For instance, in Redis, corruptions in the appendonly file of the leader are undetected, leading to global silent corruption… Likewise, RethinkDB does not detect corruptions in the transaction head on the leader which leads to a global user-visible data loss.
- Redundancy is under-utilised, and a single fault can have disastrous cluster-wide effects… Even if only a small amount of data becomes lost or corrupted, an inordinate amount of data can be affected.

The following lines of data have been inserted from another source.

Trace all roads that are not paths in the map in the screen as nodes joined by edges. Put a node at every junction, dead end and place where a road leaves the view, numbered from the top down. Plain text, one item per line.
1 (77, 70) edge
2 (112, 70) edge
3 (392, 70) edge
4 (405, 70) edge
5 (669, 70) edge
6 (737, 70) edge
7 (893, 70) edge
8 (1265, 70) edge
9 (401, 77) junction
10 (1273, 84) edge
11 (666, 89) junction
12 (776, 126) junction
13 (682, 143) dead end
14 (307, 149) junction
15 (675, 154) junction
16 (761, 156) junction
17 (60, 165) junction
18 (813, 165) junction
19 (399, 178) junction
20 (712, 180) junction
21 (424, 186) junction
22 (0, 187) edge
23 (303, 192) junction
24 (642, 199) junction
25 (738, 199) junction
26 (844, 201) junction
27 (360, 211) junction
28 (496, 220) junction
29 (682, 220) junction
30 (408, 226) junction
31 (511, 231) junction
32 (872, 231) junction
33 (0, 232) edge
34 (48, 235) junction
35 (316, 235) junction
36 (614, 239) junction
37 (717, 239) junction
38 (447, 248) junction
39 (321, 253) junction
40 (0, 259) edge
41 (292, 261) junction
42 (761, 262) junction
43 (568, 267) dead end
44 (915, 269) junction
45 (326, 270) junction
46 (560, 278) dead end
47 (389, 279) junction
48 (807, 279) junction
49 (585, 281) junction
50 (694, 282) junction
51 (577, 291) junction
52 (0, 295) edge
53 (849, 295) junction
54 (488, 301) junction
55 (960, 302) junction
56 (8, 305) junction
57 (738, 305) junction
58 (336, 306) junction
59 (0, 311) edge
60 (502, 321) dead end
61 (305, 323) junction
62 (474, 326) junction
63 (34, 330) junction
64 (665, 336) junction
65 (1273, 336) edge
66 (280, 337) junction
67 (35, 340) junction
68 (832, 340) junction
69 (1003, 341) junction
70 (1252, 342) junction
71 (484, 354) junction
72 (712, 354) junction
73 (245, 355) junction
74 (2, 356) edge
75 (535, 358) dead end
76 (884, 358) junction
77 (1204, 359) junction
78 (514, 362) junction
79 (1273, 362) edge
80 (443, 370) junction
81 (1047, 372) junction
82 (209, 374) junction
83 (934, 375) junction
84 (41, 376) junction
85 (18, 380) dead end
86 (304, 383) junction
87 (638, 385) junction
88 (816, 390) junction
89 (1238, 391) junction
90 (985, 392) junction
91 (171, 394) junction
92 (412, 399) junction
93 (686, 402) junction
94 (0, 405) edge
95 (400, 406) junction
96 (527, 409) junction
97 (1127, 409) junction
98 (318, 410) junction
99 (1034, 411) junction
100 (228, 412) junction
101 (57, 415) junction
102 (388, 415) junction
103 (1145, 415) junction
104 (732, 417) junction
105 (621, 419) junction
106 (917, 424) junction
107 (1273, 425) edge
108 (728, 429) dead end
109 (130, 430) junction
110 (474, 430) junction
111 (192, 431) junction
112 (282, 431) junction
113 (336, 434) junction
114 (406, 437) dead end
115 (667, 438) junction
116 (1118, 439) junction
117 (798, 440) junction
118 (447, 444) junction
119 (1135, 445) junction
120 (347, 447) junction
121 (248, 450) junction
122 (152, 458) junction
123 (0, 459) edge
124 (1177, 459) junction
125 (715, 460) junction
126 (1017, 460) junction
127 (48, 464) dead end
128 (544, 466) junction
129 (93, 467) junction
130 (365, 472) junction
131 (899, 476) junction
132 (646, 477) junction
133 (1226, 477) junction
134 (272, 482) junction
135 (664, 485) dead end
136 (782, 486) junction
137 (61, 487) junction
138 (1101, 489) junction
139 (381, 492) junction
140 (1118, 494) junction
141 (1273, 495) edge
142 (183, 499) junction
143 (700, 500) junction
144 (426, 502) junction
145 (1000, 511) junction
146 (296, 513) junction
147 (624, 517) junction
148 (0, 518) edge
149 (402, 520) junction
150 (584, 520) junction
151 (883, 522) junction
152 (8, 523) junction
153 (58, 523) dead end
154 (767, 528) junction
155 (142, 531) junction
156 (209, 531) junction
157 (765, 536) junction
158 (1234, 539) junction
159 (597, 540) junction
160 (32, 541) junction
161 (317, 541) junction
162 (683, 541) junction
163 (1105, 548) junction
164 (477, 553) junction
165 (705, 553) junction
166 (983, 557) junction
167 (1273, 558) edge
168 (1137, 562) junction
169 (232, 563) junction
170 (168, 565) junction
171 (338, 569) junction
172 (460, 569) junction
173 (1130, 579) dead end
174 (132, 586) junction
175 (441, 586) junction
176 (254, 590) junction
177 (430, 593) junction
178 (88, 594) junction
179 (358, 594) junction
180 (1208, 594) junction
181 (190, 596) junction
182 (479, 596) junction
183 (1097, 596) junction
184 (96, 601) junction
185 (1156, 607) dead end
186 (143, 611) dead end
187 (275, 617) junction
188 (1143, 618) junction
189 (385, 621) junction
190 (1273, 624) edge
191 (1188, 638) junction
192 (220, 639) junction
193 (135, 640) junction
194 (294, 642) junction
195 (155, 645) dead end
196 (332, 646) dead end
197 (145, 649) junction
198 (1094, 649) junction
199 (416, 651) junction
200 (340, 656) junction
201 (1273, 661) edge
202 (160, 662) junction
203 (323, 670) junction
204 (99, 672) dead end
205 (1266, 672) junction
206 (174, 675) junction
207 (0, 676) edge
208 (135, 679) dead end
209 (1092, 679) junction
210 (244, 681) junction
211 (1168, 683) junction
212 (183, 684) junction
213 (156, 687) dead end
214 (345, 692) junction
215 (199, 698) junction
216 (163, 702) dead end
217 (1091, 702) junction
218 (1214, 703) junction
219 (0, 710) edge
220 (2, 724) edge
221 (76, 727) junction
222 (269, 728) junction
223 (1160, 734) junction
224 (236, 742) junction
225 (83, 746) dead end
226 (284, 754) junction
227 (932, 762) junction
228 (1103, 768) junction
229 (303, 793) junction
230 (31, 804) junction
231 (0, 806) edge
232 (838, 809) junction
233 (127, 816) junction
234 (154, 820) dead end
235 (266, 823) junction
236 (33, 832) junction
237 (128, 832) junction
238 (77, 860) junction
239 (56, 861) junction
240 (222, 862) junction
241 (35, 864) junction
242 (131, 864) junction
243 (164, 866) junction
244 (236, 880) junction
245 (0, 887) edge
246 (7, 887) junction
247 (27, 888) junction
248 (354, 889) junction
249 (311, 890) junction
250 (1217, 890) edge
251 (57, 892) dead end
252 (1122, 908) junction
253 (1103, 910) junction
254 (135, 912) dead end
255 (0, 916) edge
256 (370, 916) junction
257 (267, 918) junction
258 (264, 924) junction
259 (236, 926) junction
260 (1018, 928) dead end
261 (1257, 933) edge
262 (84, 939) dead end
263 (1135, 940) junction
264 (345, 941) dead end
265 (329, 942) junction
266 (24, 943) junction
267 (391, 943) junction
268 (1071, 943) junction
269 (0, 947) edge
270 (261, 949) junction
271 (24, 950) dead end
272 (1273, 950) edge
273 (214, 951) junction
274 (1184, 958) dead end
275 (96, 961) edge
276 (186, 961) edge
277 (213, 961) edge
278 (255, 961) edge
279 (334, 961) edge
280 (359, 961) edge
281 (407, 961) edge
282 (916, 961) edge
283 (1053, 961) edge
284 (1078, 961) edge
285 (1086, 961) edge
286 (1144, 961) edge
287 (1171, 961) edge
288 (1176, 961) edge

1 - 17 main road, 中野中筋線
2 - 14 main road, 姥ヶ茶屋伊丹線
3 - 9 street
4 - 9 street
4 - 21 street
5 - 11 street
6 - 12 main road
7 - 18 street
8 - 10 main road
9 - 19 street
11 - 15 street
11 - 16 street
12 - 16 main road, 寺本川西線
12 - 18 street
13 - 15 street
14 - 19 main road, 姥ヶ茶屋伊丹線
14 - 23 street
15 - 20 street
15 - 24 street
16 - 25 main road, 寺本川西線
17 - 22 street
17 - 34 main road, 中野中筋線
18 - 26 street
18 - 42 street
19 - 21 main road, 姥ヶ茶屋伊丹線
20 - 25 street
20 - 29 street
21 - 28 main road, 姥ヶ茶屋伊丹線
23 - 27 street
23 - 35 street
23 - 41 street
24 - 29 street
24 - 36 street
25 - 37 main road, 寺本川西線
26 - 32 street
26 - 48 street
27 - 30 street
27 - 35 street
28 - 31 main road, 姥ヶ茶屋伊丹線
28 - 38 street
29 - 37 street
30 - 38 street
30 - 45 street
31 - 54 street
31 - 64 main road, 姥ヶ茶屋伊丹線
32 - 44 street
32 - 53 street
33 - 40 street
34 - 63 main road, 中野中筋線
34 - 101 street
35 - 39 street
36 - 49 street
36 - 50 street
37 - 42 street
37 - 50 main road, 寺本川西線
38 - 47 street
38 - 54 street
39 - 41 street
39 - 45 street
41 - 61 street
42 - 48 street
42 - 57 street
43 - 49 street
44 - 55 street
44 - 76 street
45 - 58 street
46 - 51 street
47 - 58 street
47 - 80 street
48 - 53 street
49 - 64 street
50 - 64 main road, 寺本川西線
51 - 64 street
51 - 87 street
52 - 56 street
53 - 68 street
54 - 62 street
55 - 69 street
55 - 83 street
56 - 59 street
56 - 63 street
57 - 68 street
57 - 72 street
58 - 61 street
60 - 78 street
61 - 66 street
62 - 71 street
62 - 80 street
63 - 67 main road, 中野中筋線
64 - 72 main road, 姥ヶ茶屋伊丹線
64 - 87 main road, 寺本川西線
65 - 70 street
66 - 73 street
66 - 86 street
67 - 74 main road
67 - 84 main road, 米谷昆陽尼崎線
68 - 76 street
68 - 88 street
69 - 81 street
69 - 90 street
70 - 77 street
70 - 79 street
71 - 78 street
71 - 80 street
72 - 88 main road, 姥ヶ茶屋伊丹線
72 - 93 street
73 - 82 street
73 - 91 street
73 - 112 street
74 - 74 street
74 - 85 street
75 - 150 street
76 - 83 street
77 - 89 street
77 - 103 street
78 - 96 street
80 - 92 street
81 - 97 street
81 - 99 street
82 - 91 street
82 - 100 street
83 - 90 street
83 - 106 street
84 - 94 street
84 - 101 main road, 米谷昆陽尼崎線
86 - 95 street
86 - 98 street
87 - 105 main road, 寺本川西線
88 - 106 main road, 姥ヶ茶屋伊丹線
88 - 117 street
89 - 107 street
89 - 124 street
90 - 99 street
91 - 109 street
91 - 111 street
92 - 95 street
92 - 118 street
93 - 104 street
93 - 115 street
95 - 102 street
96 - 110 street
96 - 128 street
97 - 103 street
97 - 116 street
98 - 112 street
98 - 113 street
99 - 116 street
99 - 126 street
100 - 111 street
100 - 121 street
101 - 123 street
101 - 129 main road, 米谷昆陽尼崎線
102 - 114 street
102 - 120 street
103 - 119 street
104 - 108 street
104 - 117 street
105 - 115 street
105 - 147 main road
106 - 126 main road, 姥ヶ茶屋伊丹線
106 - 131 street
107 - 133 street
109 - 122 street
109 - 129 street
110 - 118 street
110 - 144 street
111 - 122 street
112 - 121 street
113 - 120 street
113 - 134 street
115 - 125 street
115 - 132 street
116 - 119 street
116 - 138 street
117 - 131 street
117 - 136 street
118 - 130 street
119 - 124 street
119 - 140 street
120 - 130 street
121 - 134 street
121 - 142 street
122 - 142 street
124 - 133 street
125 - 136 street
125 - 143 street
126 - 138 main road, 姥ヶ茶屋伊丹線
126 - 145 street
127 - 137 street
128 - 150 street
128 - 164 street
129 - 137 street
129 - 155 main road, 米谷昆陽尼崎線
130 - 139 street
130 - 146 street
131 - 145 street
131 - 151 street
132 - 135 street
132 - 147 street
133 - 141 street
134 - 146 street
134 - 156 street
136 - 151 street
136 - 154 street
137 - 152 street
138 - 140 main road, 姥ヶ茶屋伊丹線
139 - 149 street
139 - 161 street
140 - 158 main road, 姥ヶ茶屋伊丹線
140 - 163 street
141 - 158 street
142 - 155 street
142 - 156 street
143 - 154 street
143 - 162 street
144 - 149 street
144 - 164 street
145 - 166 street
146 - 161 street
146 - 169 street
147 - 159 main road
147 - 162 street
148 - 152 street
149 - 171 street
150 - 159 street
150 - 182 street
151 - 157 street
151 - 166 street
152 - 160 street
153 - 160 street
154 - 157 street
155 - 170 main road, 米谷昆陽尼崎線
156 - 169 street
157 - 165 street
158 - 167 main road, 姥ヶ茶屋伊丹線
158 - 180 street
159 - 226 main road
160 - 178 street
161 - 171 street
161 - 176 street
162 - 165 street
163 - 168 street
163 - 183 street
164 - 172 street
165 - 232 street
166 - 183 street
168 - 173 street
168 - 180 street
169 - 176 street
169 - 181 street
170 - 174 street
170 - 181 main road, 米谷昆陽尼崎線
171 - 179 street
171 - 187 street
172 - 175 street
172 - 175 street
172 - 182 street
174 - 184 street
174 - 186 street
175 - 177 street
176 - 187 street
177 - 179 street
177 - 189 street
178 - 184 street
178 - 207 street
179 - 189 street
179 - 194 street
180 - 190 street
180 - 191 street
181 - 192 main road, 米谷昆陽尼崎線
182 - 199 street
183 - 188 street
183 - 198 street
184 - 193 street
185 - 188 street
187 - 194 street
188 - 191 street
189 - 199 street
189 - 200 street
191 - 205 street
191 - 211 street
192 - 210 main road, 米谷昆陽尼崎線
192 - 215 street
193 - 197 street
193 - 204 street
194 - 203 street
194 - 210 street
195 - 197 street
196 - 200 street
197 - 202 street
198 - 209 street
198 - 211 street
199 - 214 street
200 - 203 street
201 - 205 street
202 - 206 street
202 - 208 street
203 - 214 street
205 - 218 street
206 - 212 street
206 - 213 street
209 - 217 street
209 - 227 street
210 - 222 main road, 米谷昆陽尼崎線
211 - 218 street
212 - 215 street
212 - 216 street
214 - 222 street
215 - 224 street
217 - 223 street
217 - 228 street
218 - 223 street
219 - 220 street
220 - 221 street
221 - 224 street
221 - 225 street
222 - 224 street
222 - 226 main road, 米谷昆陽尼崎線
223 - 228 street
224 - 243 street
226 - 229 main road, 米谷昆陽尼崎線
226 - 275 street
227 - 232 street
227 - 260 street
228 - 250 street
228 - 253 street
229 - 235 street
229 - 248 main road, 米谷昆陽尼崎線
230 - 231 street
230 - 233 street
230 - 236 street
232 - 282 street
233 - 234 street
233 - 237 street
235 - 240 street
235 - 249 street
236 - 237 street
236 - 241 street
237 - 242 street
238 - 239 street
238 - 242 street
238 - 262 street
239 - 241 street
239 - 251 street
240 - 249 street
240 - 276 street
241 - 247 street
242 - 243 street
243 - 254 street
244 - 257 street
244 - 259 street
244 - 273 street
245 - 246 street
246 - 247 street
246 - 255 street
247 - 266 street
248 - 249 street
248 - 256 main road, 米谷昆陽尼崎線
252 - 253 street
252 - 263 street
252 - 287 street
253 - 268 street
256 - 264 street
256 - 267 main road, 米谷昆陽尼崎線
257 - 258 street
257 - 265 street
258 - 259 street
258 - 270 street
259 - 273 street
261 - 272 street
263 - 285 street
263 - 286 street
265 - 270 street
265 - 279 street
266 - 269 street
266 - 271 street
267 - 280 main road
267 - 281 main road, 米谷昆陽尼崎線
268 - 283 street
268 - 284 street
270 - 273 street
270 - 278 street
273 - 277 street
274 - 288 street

Contrary to the widespread expectation that redundancy in distributed systems can help recover from single faults, we observe that even a single error or corruption can cause adverse cluster-wide problems such as total unavailability, silent corruption, and loss or inaccessibility of inordinate amount of data. Almost all systems in many cases do not use redundancy as a source of recovery and miss opportunities of using other intact replicas for recovering. Notice that all the bugs and undesirable behaviors that we discover in our study are due to injecting only a single fault in a single node at a time. Given that the data and functionality are replicated, ideally, none of the undesirable behaviors should manifest.
- Crash and corruption handling are entangled – the detection and recovery code of many systems does not distinguish between crashes and corruptions. (They should!)

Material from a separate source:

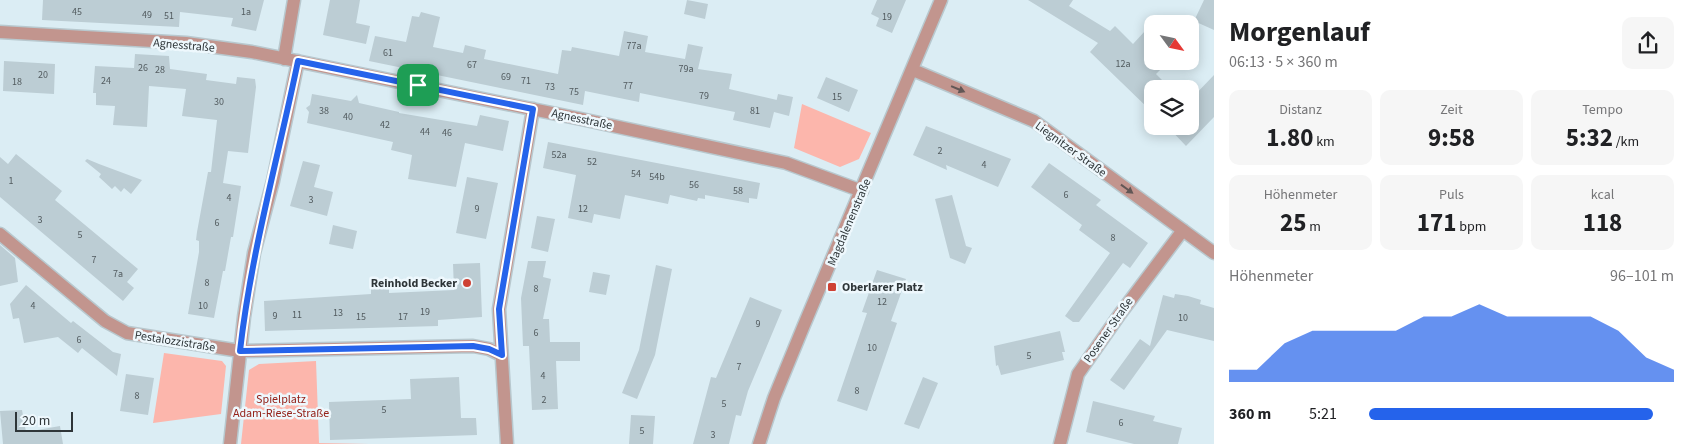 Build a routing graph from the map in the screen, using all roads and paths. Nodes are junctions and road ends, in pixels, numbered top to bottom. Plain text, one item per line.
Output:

- Nuances in commonly used distributed protocols can spread corruption or data loss… “we find that subtleties in the implementation of commonly used distributed protocol such as leader-election, read repair and resynchronization can propagate corruption or data loss.“
How can we improve the situation?
- “As more deployments move to the cloud where reliable storage hardware, firmware, and software might not be the reality, storage systems need to start employing end-to-end integrity strategies.“
- “…we believe that recovery code in distributed systems is not rigorously tested, contributing to undesirable behaviors. Although many systems employ checksums and other techniques, recovery code that exercises such machinery is not carefully tested. We advocate future distributed systems need to rigorously test failure recovery code using fault injection frameworks such as ours.“
- The body of research work on enterprise storage systems provides guidance on how to tackle partial faults, “such wisdom has not filtered down to commodity distributed storage systems.” (and it needs to!)
- We’re going to need a fairly fundamental redesign in some cases:
…although redundancy is effectively used to provide improved availability, it remains underutilized as a source of recovery from file-system and other partial faults. To effectively use redundancy, first, the on-disk data structures have to be carefully designed so that corrupted or inaccessible parts of data can be identified. Next, corruption recovery has to be decoupled from crash recovery to fix only the corrupted or inaccessible portions of data. Sometimes, recovering the corrupted data might be impossible if the intact replicas are not reachable. In such cases, the outcome should be defined by design rather than left as an implementation detail.
Developers of all the systems under test were contacted regarding the problems uncovered by this testing. RethinkDB are changing their design to include application level checksums. The ZooKeeper write unavailability bug was also discovered in the wild and has recently been fixed.
Related to this paper, anyone building systems that interact with a file system API should also read “All file systems are not created equal.”